● About this exercise
Once you have read the listing below, output it again exactly.
══ Dataset ══
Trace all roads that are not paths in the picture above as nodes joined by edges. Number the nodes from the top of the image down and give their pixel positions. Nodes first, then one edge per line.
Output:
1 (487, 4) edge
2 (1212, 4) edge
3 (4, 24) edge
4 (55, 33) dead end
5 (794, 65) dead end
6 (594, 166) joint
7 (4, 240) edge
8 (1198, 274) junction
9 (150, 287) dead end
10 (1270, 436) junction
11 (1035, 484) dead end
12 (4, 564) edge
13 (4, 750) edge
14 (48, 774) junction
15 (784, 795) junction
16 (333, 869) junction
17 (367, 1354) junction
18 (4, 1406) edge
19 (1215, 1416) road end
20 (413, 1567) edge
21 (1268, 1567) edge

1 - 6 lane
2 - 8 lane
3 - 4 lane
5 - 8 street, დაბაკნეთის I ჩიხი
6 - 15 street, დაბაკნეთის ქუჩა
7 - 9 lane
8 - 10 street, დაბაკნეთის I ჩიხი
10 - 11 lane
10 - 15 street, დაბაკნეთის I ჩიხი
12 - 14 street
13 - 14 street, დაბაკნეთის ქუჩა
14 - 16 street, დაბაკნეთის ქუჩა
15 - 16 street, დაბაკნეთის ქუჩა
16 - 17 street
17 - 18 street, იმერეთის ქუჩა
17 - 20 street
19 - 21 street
═══
● Expected answer
Trace all roads that are not paths in the picture above as nodes joined by edges. Number the nodes from the top of the image down and give their pixel positions. Nodes first, then one edge per line.
Output:
1 (487, 4) edge
2 (1212, 4) edge
3 (4, 24) edge
4 (55, 33) dead end
5 (794, 65) dead end
6 (594, 166) joint
7 (4, 240) edge
8 (1198, 274) junction
9 (150, 287) dead end
10 (1270, 436) junction
11 (1035, 484) dead end
12 (4, 564) edge
13 (4, 750) edge
14 (48, 774) junction
15 (784, 795) junction
16 (333, 869) junction
17 (367, 1354) junction
18 (4, 1406) edge
19 (1215, 1416) road end
20 (413, 1567) edge
21 (1268, 1567) edge

1 - 6 lane
2 - 8 lane
3 - 4 lane
5 - 8 street, დაბაკნეთის I ჩიხი
6 - 15 street, დაბაკნეთის ქუჩა
7 - 9 lane
8 - 10 street, დაბაკნეთის I ჩიხი
10 - 11 lane
10 - 15 street, დაბაკნეთის I ჩიხი
12 - 14 street
13 - 14 street, დაბაკნეთის ქუჩა
14 - 16 street, დაბაკნეთის ქუჩა
15 - 16 street, დაბაკნეთის ქუჩა
16 - 17 street
17 - 18 street, იმერეთის ქუჩა
17 - 20 street
19 - 21 street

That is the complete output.